▶ _Records for this exercise_
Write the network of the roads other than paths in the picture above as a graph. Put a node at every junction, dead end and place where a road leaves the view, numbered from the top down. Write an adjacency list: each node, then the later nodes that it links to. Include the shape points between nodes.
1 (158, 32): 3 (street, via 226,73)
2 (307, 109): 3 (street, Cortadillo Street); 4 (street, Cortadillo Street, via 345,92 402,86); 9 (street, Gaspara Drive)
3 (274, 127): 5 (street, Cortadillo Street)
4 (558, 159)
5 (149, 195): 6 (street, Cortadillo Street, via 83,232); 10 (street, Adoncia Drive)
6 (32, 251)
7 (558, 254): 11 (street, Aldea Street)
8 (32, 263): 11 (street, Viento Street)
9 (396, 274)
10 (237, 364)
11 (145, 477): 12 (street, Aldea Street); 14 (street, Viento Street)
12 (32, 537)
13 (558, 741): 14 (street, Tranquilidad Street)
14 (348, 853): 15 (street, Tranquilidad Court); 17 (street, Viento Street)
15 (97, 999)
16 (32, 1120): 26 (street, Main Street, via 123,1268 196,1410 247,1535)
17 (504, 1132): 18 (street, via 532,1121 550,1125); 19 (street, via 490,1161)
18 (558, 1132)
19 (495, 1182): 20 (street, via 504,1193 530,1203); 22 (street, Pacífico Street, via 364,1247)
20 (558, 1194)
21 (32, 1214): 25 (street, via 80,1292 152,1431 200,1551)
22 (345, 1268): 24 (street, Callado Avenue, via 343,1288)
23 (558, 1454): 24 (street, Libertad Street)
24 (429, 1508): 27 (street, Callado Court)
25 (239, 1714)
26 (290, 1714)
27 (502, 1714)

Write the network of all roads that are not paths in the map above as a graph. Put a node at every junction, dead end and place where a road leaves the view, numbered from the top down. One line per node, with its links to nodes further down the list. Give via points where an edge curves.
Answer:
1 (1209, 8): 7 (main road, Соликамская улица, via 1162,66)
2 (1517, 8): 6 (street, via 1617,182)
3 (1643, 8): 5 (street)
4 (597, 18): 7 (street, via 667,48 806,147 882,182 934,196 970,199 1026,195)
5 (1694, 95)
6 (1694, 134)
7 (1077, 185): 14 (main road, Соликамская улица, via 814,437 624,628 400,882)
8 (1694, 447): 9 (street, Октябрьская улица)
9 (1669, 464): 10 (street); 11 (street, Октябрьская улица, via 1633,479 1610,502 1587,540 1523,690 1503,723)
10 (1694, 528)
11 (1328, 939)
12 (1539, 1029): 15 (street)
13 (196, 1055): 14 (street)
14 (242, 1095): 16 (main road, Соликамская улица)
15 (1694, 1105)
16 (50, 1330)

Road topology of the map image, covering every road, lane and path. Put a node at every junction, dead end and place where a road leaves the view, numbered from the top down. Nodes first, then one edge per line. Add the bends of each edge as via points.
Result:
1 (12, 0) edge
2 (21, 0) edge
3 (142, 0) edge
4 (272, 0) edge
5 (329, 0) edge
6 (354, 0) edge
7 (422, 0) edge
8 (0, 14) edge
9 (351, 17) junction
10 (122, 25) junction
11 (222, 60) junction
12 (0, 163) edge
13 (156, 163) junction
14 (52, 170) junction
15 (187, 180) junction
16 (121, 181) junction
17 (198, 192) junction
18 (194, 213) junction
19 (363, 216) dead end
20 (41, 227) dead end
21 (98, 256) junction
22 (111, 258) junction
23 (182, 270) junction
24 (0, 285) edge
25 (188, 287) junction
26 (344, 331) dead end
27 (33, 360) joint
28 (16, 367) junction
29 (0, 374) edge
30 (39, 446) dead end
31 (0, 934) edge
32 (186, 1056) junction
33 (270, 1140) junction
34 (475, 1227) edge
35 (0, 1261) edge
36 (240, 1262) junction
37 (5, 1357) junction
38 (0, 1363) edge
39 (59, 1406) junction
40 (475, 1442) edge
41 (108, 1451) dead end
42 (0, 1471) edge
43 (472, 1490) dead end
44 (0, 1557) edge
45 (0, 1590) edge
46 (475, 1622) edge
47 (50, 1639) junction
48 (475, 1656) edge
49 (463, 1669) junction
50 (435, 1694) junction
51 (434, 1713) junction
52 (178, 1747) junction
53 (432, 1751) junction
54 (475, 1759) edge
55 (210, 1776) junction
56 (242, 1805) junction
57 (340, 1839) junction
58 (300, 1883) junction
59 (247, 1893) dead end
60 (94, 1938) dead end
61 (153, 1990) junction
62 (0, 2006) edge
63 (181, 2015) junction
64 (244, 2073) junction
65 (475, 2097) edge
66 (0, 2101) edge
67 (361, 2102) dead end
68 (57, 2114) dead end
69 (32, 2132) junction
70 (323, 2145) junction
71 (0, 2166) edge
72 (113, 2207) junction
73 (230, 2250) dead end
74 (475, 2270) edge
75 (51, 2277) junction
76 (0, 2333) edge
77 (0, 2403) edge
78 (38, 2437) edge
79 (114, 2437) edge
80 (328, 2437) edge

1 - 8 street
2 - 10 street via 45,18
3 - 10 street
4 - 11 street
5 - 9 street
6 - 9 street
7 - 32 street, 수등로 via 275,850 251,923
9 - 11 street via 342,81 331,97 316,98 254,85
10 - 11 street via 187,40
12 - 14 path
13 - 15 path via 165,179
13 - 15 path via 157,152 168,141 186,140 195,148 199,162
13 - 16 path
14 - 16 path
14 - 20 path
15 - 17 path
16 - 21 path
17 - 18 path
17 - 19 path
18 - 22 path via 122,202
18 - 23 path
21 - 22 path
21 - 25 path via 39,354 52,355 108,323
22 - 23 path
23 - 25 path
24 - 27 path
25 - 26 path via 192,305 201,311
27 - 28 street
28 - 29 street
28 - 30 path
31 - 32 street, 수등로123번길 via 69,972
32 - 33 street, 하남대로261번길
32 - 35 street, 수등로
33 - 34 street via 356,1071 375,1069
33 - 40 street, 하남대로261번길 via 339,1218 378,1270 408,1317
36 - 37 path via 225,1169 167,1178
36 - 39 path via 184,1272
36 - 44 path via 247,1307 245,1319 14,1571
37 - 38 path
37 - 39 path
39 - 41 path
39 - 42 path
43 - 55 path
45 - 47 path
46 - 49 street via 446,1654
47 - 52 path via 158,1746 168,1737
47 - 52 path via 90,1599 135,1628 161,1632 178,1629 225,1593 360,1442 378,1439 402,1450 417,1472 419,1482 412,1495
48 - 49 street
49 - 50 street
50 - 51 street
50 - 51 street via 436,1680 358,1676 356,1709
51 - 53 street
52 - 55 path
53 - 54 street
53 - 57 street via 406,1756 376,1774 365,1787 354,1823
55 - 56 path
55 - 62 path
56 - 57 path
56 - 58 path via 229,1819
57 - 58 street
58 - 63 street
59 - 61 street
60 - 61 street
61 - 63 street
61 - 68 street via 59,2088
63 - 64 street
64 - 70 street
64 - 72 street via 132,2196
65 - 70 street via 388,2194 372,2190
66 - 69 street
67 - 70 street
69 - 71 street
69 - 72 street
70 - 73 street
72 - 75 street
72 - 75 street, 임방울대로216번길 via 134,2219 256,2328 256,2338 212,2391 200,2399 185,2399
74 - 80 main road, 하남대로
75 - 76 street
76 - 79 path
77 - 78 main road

▶ _Work required_
Looking at the entries above, count the lines that contain "each" and answer with only the number.

▶ _Answer for this exercise_
2